Saturday, December 29, 2007

Love and lust

In a juxtaposition so perfect it seems that the cinematic gods might have been smiling down amid the fog and freeze, I caught Closer and Breakfast at Tiffany's on consecutive days last week. While shockingly different in tone and approach, they are nevertheless both love stories.

Breakfast is a sweet story about Audrey Hepburn and George Peppard trying to escape their lives as genteel prostitutes (ignore the facile, much-repeated line about this being hard to detect - it's quite clear); in their worlds, they look for stability and love, which are not necessarily found in the same place.

Closer, on the other hand, is a hard-hearted bastard of a film (based on Patrick Marber's play), whose characters spend most of their time intuiting who their partner has screwed and then blowing up; given that the choices in the love-square are Jude Law, Julia Roberts, Clive Owen and Natalie Portman, it's paradoxically hard to envision either fidelity or infidelity as attractive options.

The films appear to take opposite means of approach - Closer with a viciousness best found in divorce courts, Breakfast with a sweetness all the more surprisingly given that it stems from Truman Capote's pen. But they are both metropolitan scenes, just in completely alien worlds. Had Marber's foursome been bed-hopping in early sixties New York, where people still wore suits to parties whose samba soundtrack wasn't ironic, no doubt they would have eloquently expressed their indignation and had a good cry. Mutatis mutandis, in glittering, harsh twenty-first century London, Hepburn and Peppard would have been calling each other fucked-up assholes.

This is all to say that both films are in fact similar at heart (or whatever passes for a heart in Closer). Each couple finds apparent stability, only for the heart (Closer: loins) to tear them away. Hepburn's Holly Golightly achingly drifts from plutocrat to plutocrat in the hope of escaping her prosaic rural past and rescuing her abandoned brother, sent to Korea to fight, but happily her heart leads her to Peppard, who in turn is kept afloat by une grande maitresse.

If Breakfast ends up with the right pair, Closer so often swaps combinations and guilt that it is hard to know if they all deserve each other or not. It is a cycle of revenge as bitter as hemlock, and just as poisonous. This coldness left me feeling slightly empty and unsure: it is easy to immerse yourself in the passions and problems of Breakfast, since the characters are desperately human, but Closer makes its cast so repulsive it is impossible to empathise or even care. It may be intriguing to find out where the human carousel stops, but it was not involving.
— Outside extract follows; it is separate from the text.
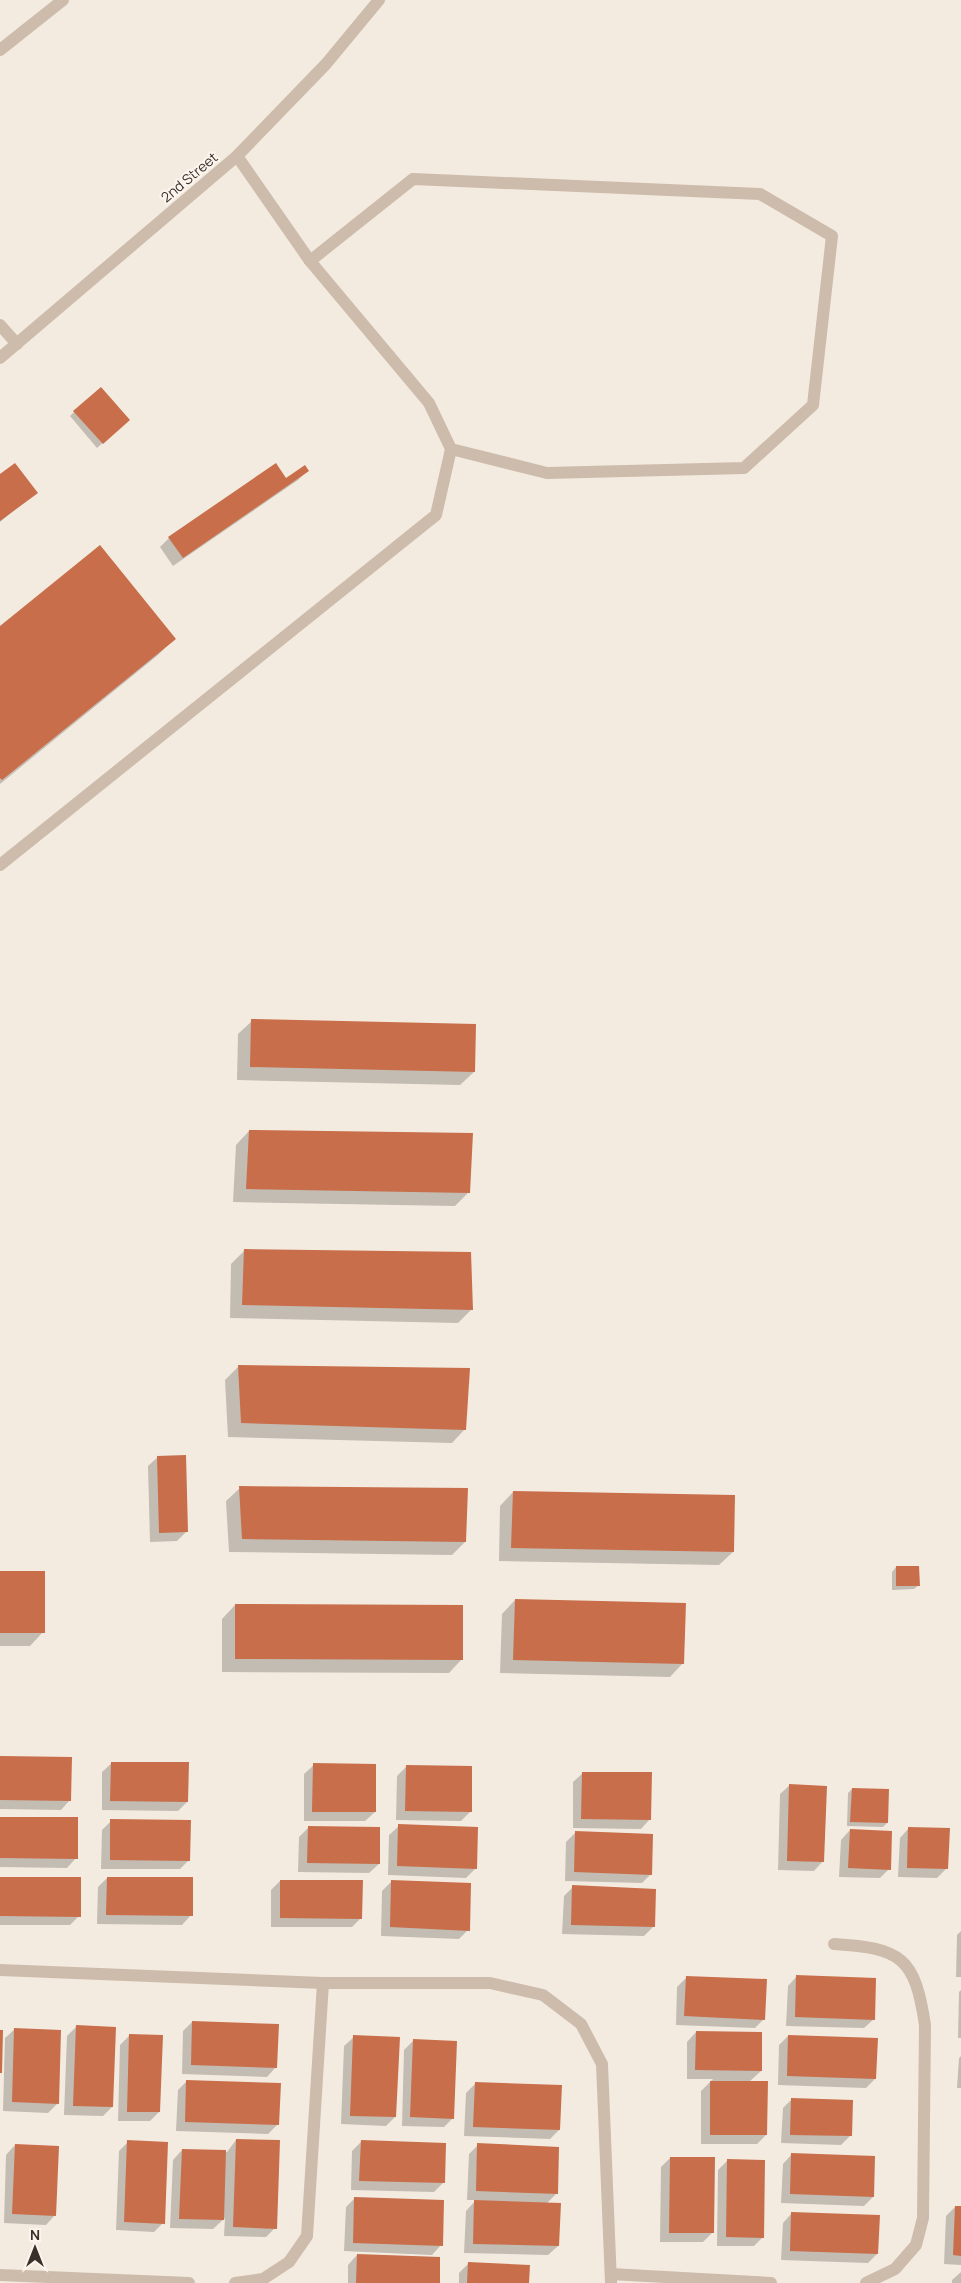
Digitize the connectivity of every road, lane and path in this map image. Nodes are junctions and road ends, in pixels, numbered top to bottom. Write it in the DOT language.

Is Marber showing the emptiness of modern love and modern life?

Despite their very different worlds, Breakfast and Closer are certainly bed-fellows, albeit two who appear most mismatched. I would not, however, recommend consuming these as a double-bill: so much candy and so much acid are not a happy combination.

Thursday, December 27, 2007

Books in brief

Herewith, some short reviews of books I have read lately.

>>> Exit Ghost, by Philip Roth
I stand second to none in my love of Roth's work - he is truly America's greatest living novelist (as I have mentioned elsewhere). Simultaneously, Roth makes his books intimate tales of not-so-ordinary lives and great analyses of history and man's place in it. Both aspects are written with emotional fire yet humane understanding. The success of his recent run of books in these aspects - the magisterial Everyman, his American trilogy - makes Exit Ghost the more disappointing.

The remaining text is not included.